TO DO: Go through the records line by line and work out how many lines hold the word "الخطاب". Answer with the number only.

(Dataset entries)
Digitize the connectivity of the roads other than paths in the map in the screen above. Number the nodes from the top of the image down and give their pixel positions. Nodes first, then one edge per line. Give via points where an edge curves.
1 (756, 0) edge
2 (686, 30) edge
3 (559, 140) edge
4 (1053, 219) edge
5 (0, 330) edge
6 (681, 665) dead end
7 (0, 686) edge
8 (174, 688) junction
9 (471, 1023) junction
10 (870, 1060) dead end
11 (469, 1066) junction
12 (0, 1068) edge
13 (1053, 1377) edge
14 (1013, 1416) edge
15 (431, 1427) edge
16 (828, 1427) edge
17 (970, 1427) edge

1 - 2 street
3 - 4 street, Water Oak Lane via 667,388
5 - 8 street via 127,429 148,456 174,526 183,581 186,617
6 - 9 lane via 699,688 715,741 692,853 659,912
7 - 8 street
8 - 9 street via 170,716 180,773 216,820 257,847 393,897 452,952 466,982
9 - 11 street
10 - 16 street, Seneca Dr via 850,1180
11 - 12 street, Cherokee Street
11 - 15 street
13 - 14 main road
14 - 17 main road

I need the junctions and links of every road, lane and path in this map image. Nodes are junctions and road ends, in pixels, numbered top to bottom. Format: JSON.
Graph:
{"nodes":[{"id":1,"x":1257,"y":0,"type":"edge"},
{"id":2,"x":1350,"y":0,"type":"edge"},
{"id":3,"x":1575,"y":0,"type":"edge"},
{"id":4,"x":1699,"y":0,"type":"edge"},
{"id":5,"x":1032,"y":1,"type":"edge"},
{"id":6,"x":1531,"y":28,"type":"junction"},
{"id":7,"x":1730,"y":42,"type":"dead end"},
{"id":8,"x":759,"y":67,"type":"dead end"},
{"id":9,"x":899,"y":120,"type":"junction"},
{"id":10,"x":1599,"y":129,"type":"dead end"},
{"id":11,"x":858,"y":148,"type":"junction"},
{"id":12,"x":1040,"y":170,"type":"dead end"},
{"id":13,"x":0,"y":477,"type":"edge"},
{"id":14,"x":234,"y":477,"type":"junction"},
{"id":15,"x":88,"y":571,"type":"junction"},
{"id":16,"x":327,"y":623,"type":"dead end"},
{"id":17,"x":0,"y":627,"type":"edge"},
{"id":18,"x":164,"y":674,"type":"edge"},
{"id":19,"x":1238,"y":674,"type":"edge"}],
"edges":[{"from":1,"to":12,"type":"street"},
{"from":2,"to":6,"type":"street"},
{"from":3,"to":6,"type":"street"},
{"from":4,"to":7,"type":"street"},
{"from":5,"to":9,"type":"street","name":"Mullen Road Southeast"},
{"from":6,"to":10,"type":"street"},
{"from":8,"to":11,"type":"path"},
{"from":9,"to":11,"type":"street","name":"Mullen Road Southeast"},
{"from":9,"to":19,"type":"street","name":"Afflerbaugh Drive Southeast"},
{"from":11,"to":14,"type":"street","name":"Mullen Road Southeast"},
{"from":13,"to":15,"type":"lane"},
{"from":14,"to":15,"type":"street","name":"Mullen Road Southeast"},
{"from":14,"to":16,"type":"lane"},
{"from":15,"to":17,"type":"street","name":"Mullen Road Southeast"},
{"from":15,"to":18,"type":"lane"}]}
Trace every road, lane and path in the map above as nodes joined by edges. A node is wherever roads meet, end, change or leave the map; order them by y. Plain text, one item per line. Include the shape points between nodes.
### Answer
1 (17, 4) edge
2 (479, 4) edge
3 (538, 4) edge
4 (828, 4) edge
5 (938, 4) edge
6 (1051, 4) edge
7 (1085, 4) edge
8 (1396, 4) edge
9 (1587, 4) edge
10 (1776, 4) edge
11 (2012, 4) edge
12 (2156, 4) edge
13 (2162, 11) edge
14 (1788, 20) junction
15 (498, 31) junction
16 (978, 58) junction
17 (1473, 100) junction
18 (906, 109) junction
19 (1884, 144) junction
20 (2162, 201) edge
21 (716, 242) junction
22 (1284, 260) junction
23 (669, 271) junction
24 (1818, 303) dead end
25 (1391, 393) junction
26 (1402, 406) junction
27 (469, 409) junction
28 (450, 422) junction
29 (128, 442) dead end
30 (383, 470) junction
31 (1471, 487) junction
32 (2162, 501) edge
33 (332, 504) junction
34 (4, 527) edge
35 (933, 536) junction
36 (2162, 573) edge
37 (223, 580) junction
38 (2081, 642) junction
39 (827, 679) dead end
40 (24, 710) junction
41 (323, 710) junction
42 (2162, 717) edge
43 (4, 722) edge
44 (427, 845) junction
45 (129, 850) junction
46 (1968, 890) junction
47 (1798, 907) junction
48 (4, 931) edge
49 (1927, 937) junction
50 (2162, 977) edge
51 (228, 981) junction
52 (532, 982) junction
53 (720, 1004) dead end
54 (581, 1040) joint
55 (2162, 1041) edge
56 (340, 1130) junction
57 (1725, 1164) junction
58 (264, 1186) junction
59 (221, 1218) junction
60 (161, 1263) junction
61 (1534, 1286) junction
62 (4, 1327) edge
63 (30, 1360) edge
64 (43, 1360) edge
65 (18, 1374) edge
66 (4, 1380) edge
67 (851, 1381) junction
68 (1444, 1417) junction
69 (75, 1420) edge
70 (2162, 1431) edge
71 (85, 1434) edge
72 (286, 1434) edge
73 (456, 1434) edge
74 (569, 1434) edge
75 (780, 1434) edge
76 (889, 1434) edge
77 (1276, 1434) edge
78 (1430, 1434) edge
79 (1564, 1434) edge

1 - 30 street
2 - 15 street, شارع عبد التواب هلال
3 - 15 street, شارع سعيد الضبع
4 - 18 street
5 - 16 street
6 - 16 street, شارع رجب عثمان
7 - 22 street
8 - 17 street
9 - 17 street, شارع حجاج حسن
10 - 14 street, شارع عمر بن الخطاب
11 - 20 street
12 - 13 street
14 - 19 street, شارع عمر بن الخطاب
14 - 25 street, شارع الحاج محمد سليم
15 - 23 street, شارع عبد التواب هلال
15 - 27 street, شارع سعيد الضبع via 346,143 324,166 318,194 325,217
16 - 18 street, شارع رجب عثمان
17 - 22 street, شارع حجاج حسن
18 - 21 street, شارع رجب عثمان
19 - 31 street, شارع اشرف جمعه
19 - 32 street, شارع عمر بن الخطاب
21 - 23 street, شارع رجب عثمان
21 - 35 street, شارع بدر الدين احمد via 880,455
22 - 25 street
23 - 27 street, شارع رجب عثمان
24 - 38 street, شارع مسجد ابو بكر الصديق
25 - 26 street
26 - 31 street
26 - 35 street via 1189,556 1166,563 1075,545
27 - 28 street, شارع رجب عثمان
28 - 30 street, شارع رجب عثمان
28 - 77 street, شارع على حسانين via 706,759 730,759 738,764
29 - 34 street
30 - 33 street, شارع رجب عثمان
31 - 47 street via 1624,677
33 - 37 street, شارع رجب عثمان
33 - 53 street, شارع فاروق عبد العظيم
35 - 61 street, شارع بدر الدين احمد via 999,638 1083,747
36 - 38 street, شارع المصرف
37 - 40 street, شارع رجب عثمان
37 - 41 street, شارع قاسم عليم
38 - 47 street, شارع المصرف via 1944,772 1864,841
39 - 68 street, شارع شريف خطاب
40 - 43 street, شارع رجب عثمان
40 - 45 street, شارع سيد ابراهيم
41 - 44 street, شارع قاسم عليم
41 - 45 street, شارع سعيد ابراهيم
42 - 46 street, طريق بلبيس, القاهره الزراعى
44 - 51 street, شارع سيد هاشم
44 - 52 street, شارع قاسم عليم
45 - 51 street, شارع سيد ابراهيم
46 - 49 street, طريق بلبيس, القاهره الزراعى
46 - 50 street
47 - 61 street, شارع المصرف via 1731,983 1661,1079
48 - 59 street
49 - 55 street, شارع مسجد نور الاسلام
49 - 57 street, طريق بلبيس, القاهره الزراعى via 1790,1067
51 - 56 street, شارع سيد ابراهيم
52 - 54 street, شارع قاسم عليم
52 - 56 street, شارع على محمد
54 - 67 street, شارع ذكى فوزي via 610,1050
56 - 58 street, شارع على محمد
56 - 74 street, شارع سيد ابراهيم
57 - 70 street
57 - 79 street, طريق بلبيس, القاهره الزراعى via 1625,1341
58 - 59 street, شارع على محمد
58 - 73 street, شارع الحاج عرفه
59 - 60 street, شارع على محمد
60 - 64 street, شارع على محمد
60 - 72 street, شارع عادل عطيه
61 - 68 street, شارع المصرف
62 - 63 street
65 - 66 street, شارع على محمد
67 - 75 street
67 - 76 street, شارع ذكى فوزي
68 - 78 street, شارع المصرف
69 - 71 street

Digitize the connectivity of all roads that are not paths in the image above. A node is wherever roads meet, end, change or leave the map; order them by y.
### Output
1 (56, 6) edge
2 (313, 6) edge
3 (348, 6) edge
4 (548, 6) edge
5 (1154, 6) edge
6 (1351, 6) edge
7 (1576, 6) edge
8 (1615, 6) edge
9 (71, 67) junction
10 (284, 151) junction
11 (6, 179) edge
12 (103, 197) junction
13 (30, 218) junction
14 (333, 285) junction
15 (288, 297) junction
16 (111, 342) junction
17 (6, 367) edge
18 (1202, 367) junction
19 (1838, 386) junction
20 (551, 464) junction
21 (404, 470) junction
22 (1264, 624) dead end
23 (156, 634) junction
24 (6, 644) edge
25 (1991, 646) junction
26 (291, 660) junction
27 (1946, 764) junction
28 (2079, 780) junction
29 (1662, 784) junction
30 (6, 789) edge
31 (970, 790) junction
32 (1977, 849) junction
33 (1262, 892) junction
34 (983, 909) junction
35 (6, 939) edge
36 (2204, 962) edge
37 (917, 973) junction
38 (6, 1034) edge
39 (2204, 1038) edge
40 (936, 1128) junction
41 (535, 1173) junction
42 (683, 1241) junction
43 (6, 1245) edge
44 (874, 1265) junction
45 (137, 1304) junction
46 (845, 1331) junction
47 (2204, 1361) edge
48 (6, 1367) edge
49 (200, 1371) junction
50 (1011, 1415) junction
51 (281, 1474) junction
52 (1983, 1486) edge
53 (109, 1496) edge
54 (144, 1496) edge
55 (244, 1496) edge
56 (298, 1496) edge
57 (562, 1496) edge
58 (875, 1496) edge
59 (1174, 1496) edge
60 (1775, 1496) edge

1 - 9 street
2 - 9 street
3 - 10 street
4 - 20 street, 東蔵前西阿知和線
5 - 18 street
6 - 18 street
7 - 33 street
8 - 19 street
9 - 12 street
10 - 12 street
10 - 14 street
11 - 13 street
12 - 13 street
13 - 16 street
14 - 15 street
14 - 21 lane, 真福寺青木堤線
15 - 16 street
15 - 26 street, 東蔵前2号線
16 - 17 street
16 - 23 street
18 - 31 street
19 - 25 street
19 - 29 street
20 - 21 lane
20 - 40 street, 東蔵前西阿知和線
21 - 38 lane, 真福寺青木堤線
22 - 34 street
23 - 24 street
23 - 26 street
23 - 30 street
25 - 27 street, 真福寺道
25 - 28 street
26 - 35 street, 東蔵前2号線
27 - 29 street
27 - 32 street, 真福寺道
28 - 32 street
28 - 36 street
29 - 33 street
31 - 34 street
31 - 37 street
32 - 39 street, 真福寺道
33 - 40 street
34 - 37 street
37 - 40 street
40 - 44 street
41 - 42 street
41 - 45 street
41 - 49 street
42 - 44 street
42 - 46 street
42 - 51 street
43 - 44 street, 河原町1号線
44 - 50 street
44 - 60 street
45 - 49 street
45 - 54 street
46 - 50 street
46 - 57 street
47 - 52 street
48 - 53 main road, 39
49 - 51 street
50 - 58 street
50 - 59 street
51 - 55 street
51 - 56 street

RESULT FOR THIS TASK: 3